WHAT THE EXERCISE ASKS:
Check each line of the records below and collect those holding "junctions".

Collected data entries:
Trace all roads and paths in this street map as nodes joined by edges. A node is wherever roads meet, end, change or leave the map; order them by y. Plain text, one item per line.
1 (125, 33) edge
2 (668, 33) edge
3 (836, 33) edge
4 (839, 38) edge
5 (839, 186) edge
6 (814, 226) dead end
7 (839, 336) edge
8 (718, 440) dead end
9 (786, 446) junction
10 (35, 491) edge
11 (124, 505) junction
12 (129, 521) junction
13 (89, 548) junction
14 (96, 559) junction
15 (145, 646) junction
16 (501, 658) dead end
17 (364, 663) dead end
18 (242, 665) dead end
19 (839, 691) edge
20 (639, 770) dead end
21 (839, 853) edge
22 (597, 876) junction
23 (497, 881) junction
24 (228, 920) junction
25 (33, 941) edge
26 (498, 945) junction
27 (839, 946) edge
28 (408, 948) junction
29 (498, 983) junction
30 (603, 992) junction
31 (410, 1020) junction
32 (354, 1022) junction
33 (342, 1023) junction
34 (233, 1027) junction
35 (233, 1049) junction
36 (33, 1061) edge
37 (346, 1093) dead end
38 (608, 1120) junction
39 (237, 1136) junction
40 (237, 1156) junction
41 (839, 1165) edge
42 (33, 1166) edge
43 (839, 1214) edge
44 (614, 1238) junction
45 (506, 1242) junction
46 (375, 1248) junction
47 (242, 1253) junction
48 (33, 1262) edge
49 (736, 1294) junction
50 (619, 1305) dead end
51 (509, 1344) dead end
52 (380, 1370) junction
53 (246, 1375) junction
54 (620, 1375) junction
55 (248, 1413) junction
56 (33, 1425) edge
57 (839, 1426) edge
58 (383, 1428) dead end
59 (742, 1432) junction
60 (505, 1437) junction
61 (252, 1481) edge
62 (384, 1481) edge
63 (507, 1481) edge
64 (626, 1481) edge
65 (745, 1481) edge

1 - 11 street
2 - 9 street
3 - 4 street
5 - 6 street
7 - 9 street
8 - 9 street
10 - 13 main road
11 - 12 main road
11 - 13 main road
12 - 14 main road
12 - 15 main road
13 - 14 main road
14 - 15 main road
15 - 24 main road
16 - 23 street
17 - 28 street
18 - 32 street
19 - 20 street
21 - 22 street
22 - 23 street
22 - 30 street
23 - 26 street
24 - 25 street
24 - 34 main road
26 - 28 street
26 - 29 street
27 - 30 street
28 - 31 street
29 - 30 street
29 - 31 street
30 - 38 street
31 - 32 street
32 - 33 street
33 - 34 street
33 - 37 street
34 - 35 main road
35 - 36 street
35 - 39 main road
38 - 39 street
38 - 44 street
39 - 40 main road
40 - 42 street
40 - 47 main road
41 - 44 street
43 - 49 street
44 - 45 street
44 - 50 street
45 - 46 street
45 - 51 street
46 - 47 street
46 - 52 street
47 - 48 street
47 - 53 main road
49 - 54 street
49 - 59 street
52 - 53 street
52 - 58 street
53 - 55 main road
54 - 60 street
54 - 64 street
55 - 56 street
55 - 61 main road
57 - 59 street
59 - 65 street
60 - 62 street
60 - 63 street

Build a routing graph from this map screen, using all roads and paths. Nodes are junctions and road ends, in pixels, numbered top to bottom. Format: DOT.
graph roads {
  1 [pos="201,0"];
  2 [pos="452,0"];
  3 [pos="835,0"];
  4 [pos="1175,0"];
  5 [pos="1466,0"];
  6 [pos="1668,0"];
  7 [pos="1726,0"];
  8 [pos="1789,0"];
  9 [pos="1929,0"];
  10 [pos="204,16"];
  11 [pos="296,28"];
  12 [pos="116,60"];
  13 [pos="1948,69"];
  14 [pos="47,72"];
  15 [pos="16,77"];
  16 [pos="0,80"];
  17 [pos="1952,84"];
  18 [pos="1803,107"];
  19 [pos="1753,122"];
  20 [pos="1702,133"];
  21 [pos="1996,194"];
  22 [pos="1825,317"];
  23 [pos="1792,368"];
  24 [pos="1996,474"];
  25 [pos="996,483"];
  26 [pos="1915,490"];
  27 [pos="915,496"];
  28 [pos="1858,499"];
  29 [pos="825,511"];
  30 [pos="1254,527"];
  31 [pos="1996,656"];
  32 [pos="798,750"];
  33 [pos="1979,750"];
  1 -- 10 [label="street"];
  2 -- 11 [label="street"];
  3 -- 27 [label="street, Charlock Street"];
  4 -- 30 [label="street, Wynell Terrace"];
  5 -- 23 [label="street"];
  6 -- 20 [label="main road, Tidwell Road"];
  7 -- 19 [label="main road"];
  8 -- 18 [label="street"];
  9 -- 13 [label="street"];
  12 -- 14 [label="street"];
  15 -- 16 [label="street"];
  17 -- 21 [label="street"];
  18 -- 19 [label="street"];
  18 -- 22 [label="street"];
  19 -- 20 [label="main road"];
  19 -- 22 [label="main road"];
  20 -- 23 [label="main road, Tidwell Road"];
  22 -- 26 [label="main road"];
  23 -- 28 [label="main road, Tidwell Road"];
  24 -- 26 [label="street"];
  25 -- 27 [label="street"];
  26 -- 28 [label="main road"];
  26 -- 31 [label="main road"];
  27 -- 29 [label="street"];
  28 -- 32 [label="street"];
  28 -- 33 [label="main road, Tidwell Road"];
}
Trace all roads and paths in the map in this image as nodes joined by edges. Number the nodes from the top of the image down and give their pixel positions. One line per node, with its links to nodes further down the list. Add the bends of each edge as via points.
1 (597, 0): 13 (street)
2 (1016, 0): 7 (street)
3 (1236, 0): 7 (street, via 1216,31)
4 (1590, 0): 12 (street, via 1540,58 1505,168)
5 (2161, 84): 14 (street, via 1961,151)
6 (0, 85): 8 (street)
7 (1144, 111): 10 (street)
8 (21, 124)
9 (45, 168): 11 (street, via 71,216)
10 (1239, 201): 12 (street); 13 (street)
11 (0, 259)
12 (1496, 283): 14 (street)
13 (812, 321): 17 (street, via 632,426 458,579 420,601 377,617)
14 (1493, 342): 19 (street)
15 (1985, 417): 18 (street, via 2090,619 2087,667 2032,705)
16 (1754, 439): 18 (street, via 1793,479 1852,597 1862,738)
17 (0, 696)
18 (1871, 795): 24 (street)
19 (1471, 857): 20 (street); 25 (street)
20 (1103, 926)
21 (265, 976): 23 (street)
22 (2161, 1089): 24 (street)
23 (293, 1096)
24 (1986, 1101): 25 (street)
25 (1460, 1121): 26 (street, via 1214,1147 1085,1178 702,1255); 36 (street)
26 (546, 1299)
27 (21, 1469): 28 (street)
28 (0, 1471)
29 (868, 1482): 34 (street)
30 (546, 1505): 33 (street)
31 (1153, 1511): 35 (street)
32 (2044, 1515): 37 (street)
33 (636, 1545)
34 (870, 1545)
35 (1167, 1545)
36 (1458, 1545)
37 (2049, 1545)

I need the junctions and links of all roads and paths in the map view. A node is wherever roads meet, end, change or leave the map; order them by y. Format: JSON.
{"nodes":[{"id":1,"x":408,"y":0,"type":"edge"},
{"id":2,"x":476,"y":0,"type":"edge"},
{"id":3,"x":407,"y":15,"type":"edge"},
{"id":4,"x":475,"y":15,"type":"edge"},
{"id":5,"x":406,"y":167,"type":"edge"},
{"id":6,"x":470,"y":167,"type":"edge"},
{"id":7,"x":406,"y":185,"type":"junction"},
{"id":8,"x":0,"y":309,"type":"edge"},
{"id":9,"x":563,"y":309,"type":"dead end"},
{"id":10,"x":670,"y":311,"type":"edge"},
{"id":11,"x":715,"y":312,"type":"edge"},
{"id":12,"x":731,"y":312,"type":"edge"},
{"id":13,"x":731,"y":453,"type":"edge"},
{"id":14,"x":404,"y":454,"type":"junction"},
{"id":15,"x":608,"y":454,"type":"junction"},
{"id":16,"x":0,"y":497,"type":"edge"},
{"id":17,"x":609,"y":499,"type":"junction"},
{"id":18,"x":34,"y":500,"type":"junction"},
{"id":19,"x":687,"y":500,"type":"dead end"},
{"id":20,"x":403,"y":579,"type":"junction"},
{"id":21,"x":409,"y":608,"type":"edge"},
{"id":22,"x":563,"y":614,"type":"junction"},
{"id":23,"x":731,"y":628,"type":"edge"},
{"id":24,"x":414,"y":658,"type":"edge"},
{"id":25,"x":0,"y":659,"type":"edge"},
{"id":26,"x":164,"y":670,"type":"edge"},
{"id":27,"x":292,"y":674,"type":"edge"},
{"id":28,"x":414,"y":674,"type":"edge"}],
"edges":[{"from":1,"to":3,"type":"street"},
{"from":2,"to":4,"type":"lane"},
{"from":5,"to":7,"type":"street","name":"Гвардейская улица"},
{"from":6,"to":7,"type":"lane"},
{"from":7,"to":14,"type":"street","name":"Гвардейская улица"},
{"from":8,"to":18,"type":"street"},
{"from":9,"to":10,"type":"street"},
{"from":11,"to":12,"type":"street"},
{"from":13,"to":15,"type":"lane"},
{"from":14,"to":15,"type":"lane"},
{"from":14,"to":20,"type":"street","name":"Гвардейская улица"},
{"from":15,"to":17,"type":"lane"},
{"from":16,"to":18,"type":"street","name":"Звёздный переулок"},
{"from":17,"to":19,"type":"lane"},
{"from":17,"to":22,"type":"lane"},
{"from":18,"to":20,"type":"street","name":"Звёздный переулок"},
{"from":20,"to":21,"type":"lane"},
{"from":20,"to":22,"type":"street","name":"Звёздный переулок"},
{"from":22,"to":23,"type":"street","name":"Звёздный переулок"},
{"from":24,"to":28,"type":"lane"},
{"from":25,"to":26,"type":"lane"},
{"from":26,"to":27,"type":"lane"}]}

SOLUTION TO THIS EXERCISE:
Build a routing graph from this map screen, using all roads and paths. Nodes are junctions and road ends, in pixels, numbered top to bottom. Format: DOT.
I need the junctions and links of all roads and paths in the map view. A node is wherever roads meet, end, change or leave the map; order them by y. Format: JSON.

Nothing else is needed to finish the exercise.